Stored items from a collection:

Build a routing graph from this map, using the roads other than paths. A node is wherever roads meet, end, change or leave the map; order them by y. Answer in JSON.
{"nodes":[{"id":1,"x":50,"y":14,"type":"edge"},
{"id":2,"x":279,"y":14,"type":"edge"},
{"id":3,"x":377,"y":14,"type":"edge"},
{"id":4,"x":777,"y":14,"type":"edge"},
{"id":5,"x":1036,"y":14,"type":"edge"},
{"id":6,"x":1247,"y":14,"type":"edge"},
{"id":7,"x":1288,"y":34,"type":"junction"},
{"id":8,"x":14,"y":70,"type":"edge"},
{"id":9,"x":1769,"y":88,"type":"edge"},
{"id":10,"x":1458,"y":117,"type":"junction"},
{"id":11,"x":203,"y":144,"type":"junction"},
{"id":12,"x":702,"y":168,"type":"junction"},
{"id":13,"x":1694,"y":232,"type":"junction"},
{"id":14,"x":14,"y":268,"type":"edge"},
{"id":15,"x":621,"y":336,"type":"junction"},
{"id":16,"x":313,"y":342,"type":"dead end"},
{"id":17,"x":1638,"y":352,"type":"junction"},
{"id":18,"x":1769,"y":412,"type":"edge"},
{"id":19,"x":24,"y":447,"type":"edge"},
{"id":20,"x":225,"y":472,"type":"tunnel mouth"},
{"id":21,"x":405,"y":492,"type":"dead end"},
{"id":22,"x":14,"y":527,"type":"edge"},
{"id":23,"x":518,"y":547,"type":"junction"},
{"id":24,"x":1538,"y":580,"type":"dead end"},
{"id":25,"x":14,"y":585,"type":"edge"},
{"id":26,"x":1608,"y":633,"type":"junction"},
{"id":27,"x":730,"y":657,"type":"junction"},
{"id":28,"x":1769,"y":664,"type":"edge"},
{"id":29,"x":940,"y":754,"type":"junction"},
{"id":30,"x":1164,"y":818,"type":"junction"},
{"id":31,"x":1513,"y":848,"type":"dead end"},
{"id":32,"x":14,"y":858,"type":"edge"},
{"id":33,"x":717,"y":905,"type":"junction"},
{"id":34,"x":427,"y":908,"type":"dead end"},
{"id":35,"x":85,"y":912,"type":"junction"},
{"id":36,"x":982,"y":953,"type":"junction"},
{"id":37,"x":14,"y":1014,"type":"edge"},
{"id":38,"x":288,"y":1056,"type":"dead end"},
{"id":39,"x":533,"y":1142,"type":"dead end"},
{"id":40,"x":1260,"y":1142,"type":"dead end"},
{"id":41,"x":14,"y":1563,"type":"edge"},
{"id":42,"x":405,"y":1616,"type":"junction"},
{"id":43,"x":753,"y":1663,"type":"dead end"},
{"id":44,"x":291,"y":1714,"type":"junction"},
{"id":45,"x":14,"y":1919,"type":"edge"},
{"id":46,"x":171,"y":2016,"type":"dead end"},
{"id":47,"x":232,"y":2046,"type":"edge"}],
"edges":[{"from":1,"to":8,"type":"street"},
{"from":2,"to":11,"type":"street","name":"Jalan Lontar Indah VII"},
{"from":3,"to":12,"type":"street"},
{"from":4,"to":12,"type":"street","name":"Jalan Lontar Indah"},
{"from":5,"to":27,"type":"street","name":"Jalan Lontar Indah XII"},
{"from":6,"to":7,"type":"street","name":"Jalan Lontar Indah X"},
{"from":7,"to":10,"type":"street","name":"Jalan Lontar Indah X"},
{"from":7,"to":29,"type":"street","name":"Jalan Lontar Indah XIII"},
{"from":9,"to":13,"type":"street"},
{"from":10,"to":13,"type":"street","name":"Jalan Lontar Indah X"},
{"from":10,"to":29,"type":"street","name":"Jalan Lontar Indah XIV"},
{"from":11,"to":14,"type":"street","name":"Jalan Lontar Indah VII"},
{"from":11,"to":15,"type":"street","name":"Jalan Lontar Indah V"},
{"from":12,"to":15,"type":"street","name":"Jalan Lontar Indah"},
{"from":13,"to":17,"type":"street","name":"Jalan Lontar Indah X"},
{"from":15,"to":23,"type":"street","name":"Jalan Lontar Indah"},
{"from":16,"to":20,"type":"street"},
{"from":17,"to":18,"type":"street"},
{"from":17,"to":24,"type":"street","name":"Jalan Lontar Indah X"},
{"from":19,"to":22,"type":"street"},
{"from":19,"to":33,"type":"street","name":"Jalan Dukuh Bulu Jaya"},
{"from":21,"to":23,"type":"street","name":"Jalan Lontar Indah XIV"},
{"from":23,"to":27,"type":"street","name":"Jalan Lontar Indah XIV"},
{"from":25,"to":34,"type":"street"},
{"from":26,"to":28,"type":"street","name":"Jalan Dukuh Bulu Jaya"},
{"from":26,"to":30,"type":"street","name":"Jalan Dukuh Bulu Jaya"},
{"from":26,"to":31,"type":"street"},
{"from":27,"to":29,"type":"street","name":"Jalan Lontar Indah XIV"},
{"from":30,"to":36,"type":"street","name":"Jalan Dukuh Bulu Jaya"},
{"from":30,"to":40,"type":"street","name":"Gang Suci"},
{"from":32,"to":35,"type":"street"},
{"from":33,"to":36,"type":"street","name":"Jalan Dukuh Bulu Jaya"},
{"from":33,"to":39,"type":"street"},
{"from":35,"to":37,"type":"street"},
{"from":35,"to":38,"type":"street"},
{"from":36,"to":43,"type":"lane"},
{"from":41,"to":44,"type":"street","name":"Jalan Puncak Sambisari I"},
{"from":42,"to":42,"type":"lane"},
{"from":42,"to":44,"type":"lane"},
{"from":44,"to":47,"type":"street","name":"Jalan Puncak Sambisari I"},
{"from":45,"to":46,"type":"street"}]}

▸ Exercise objective:
The lines to return are those in the entries above that include "Dukuh".

▸ Solution to this problem:
{"from":19,"to":33,"type":"street","name":"Jalan Dukuh Bulu Jaya"},
{"from":26,"to":28,"type":"street","name":"Jalan Dukuh Bulu Jaya"},
{"from":26,"to":30,"type":"street","name":"Jalan Dukuh Bulu Jaya"},
{"from":30,"to":36,"type":"street","name":"Jalan Dukuh Bulu Jaya"},
{"from":33,"to":36,"type":"street","name":"Jalan Dukuh Bulu Jaya"},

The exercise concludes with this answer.